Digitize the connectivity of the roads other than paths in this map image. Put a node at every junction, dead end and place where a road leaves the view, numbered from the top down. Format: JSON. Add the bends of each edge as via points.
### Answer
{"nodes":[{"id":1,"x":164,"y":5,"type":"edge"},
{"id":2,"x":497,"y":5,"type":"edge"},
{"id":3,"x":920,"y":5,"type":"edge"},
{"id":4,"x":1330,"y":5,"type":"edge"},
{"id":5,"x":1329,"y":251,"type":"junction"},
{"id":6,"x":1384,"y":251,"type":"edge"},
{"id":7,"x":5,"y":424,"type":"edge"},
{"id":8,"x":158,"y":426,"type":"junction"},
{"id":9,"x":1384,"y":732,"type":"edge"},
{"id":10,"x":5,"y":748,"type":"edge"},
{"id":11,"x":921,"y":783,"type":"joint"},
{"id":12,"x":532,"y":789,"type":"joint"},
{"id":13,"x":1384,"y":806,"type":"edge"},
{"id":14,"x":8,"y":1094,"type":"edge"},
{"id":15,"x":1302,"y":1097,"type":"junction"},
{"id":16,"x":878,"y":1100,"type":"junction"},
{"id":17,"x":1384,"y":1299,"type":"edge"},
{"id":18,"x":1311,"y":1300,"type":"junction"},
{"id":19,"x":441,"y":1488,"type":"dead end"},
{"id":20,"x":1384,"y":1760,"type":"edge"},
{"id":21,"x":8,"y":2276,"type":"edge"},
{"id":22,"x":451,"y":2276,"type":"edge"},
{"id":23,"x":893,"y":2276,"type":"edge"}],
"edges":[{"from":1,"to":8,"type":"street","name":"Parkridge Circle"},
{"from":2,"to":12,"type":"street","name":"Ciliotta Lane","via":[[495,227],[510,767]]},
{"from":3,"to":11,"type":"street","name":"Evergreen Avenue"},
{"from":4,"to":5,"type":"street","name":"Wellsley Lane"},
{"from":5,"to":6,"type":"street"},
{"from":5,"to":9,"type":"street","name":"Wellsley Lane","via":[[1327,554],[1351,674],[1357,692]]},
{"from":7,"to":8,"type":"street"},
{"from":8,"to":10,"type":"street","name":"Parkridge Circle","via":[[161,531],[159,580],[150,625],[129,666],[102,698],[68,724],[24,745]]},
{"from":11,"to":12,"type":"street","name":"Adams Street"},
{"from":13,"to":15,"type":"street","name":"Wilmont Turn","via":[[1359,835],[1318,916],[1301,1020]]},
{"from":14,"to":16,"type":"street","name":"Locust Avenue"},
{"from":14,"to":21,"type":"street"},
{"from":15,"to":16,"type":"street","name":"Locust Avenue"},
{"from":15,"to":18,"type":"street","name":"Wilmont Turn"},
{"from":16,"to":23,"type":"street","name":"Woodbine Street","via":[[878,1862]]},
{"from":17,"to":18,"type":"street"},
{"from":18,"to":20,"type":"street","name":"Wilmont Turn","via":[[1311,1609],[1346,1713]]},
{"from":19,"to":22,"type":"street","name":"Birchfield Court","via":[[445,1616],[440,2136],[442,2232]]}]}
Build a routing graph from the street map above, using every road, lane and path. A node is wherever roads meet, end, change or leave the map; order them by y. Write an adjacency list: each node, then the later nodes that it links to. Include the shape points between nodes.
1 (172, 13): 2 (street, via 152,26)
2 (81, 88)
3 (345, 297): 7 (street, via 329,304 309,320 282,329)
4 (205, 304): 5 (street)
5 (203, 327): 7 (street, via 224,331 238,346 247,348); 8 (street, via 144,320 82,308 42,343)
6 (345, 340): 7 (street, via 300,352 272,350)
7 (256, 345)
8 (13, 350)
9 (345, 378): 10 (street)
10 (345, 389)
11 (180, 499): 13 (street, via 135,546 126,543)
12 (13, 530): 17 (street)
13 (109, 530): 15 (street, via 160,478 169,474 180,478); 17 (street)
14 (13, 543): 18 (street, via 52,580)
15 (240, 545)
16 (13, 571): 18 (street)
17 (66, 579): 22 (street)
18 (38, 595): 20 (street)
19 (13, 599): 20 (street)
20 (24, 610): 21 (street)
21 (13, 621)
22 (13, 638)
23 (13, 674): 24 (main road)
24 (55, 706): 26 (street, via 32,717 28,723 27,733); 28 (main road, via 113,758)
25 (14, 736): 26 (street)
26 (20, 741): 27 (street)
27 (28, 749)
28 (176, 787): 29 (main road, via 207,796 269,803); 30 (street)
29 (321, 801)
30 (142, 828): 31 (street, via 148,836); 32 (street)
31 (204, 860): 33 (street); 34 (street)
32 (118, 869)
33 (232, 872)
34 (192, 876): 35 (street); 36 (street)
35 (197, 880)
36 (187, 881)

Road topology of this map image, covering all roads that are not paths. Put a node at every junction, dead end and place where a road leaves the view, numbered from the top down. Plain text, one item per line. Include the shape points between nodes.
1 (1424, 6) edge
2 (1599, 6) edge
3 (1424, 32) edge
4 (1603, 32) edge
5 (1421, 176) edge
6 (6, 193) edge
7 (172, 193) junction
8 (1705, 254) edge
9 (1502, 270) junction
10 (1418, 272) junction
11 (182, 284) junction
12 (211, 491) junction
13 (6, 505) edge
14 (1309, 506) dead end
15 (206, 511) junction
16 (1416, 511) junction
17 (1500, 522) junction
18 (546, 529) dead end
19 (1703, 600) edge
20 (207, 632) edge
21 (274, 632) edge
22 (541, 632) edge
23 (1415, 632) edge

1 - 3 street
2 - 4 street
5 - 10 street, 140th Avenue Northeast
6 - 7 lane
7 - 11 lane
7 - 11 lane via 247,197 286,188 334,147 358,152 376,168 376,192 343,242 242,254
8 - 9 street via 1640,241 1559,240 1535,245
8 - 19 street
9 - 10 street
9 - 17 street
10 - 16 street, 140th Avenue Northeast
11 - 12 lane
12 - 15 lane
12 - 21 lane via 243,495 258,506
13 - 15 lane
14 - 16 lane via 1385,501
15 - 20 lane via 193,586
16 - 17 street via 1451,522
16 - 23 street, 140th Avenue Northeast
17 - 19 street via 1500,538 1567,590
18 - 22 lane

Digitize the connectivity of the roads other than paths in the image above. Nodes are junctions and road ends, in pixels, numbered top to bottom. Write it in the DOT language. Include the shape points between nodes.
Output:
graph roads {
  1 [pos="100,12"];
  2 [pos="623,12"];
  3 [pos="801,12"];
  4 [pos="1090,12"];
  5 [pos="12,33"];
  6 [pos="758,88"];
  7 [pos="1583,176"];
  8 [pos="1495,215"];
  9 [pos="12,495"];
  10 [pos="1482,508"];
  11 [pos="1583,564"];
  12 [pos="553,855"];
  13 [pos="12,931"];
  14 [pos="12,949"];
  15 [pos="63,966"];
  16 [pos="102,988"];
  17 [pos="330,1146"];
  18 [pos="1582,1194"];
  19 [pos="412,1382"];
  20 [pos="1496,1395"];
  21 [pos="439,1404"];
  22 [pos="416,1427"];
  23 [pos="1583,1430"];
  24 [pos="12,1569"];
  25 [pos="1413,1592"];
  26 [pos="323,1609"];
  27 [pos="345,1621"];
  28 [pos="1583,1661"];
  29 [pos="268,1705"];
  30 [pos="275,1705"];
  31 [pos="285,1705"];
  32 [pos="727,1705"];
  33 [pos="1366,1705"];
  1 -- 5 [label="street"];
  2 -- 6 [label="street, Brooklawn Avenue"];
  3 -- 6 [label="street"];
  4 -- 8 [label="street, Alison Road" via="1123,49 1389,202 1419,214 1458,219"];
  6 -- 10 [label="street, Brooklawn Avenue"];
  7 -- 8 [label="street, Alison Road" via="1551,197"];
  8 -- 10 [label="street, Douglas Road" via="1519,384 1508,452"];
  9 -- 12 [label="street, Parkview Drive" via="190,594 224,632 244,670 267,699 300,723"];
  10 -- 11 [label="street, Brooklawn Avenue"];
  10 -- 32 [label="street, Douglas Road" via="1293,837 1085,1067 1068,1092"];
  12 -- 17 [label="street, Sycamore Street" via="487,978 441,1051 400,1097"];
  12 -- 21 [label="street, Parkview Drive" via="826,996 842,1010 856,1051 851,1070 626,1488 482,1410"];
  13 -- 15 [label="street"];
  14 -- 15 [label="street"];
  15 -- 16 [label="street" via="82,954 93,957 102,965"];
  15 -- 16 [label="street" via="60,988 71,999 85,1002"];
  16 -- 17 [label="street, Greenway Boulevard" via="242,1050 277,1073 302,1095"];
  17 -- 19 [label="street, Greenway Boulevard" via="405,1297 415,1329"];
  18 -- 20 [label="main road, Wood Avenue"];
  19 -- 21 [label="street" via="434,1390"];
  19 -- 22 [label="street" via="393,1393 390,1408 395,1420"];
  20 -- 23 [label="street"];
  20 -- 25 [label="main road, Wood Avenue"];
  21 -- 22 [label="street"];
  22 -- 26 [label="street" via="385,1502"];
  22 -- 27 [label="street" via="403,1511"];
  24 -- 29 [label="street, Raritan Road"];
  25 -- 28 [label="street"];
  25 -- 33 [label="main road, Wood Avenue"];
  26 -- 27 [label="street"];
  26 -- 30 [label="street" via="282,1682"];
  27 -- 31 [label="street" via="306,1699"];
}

####################

- WHAT IS NEEDED
Indicate how many lines in the records above include the word "down", giving no other content.

- RESULT BELOW
2